In a similar way, the eye is a lamp,
is a metaphor like that in the ancient
world and in ancient Jewish culture.
Yeah. Well, in the ancient world, lamps were a lot more important than they are now.
Are they? Were they more important than now?
Well, when's the last time I've used a lamp?
You don't call your lights lamps?
No.
Turn on the lamp.
Are you joking with me? The lights. Turn on the lights.
Also that, but when we have, you know know like a little end table by our couch.
Oh.
On the end table.
Oh.
With a shade.
I do call that a lamp.
Lamp.
I'm so sorry.
Yeah, lamp.
I do call it a lamp.
And then you call the shade, you don't call it a light shade.
You're right.
You call it a lamp shade.
It shades the lamp.
But you know what?
I know that's called the lamp, but I think in our house we just call it a light.
The light.
Turn off the light.
Turn off the light.
Yeah.
Turn off the lamp.
You know, we have a lamp on our couch and table that we've had, I don't know, 20 years.
And the base of it has a cast bird of some kind, like a dove.
So for the 20 years, we'd call it the bird lamp. So that maybe is why lamp is in my mind
too, because that refers to a thing that's been in my life for half my life now. So the
bird lamp. Anyway, the eye is a lamp. That's the metaphor. So, in the Hebrew Bible, which was like bedrock
of Jesus' imagination of vocabulary, the phrase light of the eyes or lamp of the eyes, succumbed
phrase Proverbs 15.30, the light of the eyes brings joy to the heart. Oh, there's a story
in the Samuel scroll where Saul's soldiers are on a march from one battle to another
and they're all super hungry. And Jonathan, Saul's son, finds a downed honeycomb, like
on a downed tree branch. And he takes his spear and jabs his spear into the honeycomb
and pulls it out and it's dripping with honey.
It's an ancient popsicle.
Totally. And then he just, like, he's just looking at it.

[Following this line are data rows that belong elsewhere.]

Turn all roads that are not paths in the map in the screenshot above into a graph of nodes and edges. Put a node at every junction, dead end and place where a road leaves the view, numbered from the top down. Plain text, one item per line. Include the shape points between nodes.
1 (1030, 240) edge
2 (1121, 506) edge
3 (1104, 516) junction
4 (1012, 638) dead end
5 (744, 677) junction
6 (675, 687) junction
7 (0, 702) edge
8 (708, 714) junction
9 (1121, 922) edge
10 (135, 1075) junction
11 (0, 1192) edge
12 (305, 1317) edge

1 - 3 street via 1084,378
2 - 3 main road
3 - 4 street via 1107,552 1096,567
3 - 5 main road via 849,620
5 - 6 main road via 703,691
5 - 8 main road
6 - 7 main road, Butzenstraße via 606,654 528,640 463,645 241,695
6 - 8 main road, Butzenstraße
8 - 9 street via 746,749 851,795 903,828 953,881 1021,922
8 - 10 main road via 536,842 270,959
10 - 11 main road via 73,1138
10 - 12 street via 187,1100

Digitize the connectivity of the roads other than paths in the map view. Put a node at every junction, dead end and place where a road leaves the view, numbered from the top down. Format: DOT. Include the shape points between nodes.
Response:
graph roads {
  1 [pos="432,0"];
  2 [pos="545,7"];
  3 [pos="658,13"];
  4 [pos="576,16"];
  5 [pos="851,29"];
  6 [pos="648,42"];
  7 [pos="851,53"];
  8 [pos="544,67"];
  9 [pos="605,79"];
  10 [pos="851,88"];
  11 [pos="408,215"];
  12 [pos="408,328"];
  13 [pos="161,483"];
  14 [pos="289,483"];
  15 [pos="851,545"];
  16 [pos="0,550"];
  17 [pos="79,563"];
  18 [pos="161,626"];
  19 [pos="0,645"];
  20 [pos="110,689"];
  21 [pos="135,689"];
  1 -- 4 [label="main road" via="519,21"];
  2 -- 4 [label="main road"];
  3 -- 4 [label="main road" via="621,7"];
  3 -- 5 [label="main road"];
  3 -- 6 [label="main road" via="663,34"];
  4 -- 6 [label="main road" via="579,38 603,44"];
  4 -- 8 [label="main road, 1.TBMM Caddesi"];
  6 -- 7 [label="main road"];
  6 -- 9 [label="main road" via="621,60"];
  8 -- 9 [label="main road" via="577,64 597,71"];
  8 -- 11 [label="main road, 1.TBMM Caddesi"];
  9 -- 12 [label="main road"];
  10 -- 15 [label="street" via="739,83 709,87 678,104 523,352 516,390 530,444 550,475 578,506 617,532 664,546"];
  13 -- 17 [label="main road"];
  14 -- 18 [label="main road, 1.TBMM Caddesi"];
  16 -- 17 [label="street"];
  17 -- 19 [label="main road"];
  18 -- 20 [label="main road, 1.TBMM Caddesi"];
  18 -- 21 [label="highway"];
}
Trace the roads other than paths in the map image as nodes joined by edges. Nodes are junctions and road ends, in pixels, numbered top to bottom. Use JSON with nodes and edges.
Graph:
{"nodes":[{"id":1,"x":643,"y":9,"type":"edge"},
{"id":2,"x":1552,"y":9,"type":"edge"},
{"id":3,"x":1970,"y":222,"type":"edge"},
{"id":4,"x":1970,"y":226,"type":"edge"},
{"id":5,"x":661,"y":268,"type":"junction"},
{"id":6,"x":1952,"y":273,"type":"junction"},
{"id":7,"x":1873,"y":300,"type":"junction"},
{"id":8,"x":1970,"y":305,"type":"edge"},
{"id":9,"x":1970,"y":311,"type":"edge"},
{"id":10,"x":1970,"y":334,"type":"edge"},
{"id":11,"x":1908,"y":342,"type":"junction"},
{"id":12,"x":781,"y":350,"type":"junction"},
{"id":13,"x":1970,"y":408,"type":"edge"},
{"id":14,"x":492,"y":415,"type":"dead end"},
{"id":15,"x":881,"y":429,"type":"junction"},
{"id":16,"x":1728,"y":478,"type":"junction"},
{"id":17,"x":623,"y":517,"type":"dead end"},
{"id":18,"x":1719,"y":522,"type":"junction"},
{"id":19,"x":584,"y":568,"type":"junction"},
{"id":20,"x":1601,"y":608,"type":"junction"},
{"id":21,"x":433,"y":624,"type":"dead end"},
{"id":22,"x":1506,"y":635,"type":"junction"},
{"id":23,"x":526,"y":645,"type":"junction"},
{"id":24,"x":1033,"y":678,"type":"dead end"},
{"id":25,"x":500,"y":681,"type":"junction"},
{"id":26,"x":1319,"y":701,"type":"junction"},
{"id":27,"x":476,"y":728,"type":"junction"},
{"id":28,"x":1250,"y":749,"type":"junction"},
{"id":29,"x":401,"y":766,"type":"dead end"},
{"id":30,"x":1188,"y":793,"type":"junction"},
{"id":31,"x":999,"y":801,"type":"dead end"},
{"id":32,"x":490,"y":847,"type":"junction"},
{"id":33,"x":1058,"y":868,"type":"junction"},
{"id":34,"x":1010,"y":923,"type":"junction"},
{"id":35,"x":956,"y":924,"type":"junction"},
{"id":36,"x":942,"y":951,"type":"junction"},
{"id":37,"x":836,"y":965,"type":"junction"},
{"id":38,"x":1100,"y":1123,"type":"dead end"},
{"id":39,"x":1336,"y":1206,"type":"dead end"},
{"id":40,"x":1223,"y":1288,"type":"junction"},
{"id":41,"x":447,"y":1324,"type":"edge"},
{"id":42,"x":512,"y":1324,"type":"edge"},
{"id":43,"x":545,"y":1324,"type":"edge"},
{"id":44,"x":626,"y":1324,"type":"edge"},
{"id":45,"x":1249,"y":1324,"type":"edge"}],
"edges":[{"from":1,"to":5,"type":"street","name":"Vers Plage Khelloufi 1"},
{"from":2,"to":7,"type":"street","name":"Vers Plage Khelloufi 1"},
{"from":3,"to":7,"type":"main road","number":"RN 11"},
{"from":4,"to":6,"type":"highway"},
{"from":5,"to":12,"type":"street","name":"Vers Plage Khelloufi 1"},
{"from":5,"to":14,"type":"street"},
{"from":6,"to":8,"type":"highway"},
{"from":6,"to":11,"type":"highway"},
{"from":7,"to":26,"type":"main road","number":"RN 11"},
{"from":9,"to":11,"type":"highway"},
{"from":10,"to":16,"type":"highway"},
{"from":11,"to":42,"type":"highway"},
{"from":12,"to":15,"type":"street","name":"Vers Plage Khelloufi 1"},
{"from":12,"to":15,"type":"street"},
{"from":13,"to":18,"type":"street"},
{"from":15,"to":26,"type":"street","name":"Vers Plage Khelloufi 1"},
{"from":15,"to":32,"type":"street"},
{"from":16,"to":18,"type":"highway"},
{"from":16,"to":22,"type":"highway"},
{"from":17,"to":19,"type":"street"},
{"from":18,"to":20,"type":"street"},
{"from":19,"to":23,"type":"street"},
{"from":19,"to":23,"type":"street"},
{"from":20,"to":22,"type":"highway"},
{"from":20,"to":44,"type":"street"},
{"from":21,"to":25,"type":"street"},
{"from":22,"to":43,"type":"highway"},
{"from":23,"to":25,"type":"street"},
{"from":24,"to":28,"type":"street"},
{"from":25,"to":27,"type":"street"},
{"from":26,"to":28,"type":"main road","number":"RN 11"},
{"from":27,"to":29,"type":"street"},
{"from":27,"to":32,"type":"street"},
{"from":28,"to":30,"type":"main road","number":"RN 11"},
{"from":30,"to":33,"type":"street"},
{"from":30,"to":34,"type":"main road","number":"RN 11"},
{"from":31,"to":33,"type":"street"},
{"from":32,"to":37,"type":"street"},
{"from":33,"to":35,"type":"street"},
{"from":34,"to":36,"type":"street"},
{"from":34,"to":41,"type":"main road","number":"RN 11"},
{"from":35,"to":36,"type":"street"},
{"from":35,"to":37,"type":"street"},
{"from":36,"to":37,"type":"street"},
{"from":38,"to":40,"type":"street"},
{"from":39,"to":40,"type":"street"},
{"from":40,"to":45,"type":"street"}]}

And then it says his eyes were filled with light.
Okay.
Not good?
Yeah.
So, honey brings light to the eyes.
So to have bright eyes is a sign of vitality, energy.
Oh, when I talk to you, I look you in the eyes.
That's a normal human behavior.
It's weird if someone doesn't look you in the eyes when they're talking to you.
If they're looking at your nose or something.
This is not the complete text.